Reaction Graph: Towards Reaction-Level Modeling for Chemical Reactions with 3D Structures

Authors: Yingzhao Jian, Yue Zhang, Ying Wei, Hehe Fan, Yi Yang

ICML 2025 | Venue PDF | Archive PDF | Plain Text | LLM Run Details

Reproducibility Variable Result LLM Response
Research Type Experimental We conduct experiments on a range of tasks, including chemical reaction classification, condition prediction, and yield prediction. RG achieves the highest accuracy across six datasets, demonstrating its effectiveness.

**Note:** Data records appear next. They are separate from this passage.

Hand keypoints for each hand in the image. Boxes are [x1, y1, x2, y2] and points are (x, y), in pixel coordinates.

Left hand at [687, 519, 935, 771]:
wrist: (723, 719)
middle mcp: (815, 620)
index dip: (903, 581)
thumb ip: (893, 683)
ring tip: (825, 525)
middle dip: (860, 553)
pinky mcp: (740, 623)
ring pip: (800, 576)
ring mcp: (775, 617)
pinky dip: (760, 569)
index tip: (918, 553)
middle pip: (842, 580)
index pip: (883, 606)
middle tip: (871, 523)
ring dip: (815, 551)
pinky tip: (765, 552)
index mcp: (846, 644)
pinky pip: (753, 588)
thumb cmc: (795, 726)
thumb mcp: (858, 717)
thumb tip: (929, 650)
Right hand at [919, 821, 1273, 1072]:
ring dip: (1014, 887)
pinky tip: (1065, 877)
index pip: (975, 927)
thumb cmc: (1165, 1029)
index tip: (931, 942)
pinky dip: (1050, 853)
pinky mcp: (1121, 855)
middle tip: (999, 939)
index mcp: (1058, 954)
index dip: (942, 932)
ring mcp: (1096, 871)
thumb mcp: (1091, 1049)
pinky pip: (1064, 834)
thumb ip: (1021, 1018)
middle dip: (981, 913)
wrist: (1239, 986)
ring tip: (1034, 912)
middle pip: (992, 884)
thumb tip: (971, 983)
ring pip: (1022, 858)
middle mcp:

Researcher Affiliation Academia 1College of Computer Science and Technology, Zhejiang University, Hangzhou, China. Correspondence to: Hehe Fan <EMAIL>.
Pseudocode Yes Algorithm 1 Train Reaction Condition Prediction Model Algorithm 2 Reaction Condition Beam Search Inference Algorithm 3 Reaction Bin-Packing
Open Source Code Yes The code is available at https://github.com/ShadowDream/Reaction-Graph.

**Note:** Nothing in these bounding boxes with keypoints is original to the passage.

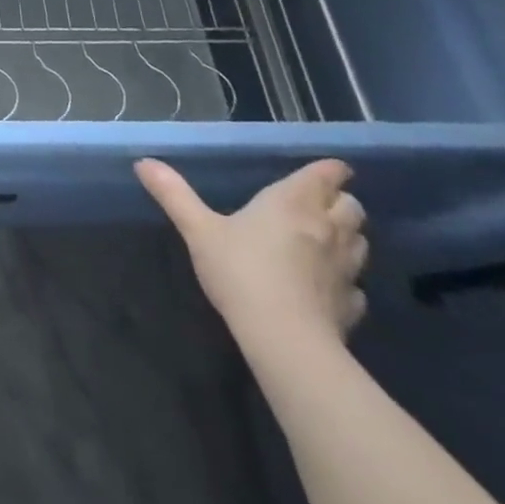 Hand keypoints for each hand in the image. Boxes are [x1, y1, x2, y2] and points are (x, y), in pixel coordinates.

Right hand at [137, 158, 367, 350]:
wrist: (285, 341)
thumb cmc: (241, 272)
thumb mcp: (198, 229)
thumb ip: (173, 194)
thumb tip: (143, 162)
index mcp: (292, 202)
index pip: (326, 175)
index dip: (331, 169)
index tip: (329, 169)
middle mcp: (326, 229)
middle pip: (352, 207)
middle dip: (340, 202)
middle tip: (320, 204)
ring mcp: (345, 270)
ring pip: (361, 243)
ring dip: (348, 237)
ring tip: (326, 240)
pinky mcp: (352, 307)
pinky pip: (356, 286)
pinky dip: (346, 280)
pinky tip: (327, 287) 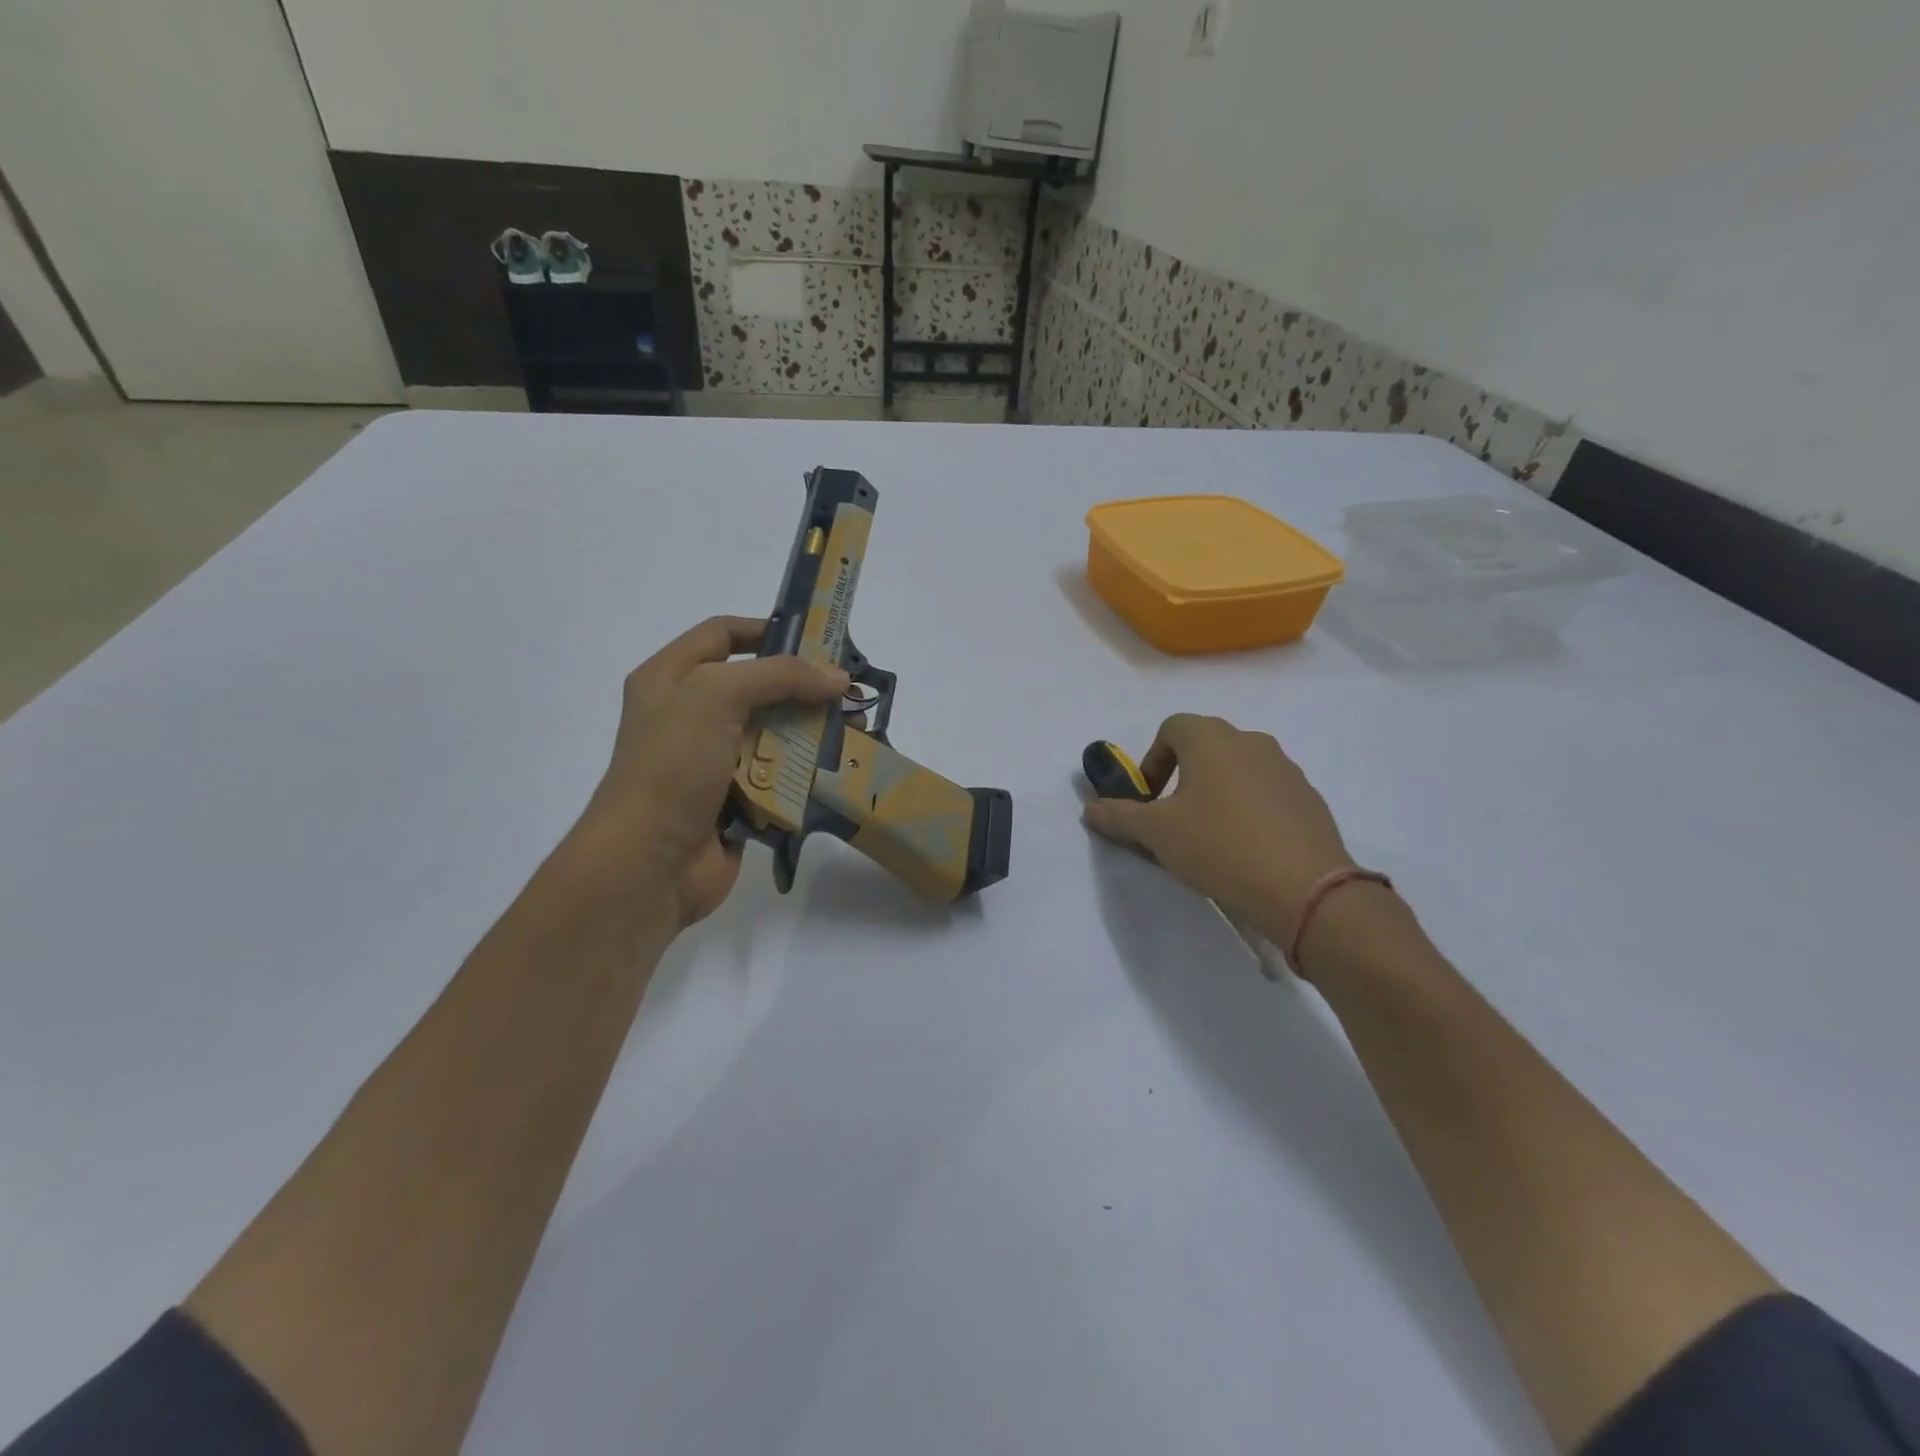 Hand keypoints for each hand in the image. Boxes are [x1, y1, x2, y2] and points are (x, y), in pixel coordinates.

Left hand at [568, 616, 848, 926]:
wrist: (649, 864)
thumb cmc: (673, 766)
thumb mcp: (716, 697)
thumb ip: (779, 676)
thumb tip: (837, 679)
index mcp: (669, 679)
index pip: (722, 635)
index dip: (767, 629)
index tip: (817, 638)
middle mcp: (689, 715)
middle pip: (756, 686)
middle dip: (801, 686)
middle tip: (847, 691)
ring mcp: (712, 761)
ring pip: (772, 733)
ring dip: (809, 731)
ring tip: (853, 729)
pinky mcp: (735, 800)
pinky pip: (777, 776)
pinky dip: (803, 773)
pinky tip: (835, 768)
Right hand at [1081, 714, 1354, 943]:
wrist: (1305, 889)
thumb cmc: (1219, 846)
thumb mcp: (1156, 833)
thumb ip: (1118, 816)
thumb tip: (1090, 809)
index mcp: (1212, 739)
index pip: (1172, 728)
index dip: (1152, 760)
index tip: (1148, 799)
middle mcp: (1251, 742)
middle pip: (1205, 746)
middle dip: (1182, 777)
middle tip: (1173, 819)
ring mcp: (1286, 768)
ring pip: (1238, 769)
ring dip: (1216, 792)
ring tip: (1209, 837)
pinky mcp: (1308, 798)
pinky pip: (1266, 793)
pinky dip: (1248, 810)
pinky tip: (1246, 850)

Open Datasets Yes The USPTO-Condition dataset is derived from Parrot (Wang et al., 2023b), comprising over 680K samples, divided into 80% for training, 10% for validation, and 10% for testing. Besides, we construct Pistachio-Condition from the Pistachio database by thorough cleaning and filtering. It includes over 560K samples, with a training, validation, and testing split of 8:1:1. Buchwald-Hartwig (B-H) (Ahneman et al., 2018) involves six molecules as reactants... The molecule number involved in each reaction varies in Suzuki-Miyaura (S-M) (Perera et al., 2018). USPTO-Yield (Schwaller et al., 2021b) is divided into Gram and Subgram. The USPTO-TPL is from Schwaller et al. (2021a), with labels generated by 1000 reaction templates... we construct the more challenging Pistachio-Type dataset from Pistachio, with labels generated by Name RXN2 based on rules.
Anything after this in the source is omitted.